洛基危险地眯起眼睛,阿曼达只觉得天旋地转,等她适应过来,她已经被压在床上了。洛基居高临下地注视着她,阿曼达朝他伸出双臂,目光里的意味不言而喻:请让她好好放纵一回,用另外的方式渡过悲伤笼罩着黑夜。
“如你所愿!”
阿曼达如愿以偿地昏睡过去了,洛基看着她在他身上留下的痕迹,抿了抿有些肿痛的嘴唇,他没有让这些痕迹立马消失,他的理由是不能让中庭人发现他的异常。他俯下身,学着阿曼达在她后颈上吮-吸出一个唇印,他用手指摩挲着,这才满意地笑了笑。
第二天,阿曼达一起来,洛基就跟着醒过来了。
阿曼达伸手把闹钟按下,掀开被子从床上起来,随手穿上睡衣,听到身后的动静,她走过来亲了亲他的额头,“殿下,你是最棒的。”

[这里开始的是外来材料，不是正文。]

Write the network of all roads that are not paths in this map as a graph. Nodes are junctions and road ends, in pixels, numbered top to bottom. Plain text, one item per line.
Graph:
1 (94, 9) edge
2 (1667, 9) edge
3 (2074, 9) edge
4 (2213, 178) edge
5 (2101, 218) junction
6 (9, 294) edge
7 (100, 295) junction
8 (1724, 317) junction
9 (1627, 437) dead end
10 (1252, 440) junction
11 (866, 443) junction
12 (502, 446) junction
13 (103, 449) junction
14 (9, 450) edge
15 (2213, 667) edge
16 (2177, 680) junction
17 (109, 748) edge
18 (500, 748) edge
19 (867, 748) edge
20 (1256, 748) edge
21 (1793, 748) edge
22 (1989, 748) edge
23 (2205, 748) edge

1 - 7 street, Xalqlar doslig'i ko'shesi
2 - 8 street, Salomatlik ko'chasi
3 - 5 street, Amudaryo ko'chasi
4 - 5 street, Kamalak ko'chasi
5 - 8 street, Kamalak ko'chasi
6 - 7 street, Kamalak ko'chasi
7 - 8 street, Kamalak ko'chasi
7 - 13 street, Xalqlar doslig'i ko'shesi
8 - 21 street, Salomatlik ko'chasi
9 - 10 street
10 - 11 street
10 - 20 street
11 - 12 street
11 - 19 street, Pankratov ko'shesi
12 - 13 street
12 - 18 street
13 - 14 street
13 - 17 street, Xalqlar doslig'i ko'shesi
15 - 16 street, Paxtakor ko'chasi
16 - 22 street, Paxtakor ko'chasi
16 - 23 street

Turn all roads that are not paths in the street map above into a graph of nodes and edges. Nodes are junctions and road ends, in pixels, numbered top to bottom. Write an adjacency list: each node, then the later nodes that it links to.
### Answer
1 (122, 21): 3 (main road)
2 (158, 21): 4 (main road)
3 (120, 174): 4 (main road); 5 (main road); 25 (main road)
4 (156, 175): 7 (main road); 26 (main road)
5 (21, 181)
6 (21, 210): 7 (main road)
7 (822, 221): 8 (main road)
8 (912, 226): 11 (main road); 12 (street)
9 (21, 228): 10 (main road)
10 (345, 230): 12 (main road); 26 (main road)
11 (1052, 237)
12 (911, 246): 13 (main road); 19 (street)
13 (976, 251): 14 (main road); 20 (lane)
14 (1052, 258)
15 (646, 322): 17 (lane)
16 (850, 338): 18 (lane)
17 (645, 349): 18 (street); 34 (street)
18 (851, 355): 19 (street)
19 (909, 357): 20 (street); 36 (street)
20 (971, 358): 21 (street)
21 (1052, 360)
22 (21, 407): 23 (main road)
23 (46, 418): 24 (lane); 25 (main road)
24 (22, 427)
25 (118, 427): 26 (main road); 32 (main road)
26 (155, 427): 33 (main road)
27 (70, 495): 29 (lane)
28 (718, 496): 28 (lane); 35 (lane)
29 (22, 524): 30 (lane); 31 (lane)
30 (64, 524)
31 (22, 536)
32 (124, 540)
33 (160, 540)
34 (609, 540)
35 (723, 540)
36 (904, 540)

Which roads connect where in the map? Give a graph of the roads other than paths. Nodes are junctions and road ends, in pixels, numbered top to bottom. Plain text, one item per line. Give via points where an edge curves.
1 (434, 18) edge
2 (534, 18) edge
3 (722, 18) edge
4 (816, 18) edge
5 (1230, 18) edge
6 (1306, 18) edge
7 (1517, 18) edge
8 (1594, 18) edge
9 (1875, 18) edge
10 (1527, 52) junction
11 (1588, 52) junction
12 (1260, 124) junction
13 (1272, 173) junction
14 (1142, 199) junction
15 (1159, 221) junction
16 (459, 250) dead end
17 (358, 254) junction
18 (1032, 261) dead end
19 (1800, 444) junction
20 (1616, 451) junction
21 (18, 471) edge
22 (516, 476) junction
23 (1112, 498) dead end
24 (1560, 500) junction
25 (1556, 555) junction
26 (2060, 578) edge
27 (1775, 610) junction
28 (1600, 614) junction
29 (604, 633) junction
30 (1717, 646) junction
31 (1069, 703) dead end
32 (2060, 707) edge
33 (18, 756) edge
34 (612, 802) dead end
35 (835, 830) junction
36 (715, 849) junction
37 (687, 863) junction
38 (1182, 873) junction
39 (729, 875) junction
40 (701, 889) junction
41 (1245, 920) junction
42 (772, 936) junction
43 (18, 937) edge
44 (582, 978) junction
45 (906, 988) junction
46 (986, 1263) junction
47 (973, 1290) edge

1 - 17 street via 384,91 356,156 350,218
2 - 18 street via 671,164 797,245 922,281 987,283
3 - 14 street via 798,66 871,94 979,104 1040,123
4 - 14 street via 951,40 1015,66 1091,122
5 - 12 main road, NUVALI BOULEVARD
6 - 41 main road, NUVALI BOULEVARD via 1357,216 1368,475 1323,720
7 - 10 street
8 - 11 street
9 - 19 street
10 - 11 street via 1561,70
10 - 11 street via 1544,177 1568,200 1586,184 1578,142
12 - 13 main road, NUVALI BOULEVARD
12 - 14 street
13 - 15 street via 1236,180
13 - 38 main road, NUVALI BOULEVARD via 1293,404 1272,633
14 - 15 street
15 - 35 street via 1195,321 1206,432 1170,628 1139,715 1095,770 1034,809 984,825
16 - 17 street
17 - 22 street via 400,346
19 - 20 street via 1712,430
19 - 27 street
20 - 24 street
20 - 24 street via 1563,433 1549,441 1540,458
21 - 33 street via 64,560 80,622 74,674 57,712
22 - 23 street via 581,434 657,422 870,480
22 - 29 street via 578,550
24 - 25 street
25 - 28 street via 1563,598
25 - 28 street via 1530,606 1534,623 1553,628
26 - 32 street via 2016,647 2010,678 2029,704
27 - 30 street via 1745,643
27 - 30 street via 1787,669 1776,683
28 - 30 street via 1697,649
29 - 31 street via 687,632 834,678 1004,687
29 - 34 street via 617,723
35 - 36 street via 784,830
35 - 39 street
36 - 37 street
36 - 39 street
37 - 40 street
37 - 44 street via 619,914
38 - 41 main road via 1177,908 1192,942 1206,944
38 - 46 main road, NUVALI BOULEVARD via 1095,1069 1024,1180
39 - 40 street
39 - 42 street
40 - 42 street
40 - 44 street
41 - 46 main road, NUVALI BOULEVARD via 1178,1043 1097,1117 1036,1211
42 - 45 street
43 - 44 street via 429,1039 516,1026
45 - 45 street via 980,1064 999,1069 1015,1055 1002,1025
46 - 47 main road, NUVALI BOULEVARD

洛基翘起来的嘴角立马抹平,可阿曼达已经去浴室了,留下他听着哗哗的水声默默生闷气。
很快,洛基就发现他们俩的相处方式,并没有因为昨天他们进一步接触就有所改变。说白了,就是阿曼达在床上和下了床根本就像是两个人,洛基恼怒地把留了一夜的痕迹都消除了,坐在车上的时候还在生闷气。
但当洛基看到了他留在阿曼达后颈上的印记,他的心情豁然开朗了,尤其是在知道阿曼达随后还要去见乔治后,他露出个恶作剧得逞的坏笑,还很罕见在办公室门口吻了阿曼达——要知道殿下是个非常注重*的人,他向来做不来在人前的亲密动作。
等阿曼达走后,洛基回到他的位置,熟练地打开电脑,登录论坛,稍微有些笨拙地打字,侧耳听到了阿曼达的名字。
“你们看到没有?新来的阿斯加德先生跟阿曼达接吻了!”
“这算什么,他们绝对已经上床了!我都看到阿曼达故意露出来的吻痕了,她肯定是想炫耀又钓到一只金龟婿!”
“骚-货!”
“那是人家有本事,前脚刚蹬了进警局的小布莱克,后脚就有更厉害的眼巴巴地追上来了,还这么浪漫,家族继承人化身助理什么的,啧啧,我要是能有人家这份本事就好了。”
接下来,她们开始八卦其他人,洛基邪佞一笑,低头继续和键盘做斗争。
八卦小组从洗手间里出来,接受到其他人投来的或幸灾乐祸或忿恨或同情的目光,一头雾水。过了五分钟,人事部经理的怒火隔着电话燃烧过来——赶紧收拾东西滚蛋!
八卦小组经过最初的不明所以后,在其他人的窃窃私语下才明白过来,她们被人整了——她们在洗手间肆无忌惮的背后话全都被放了出来,整个事务所都听到了。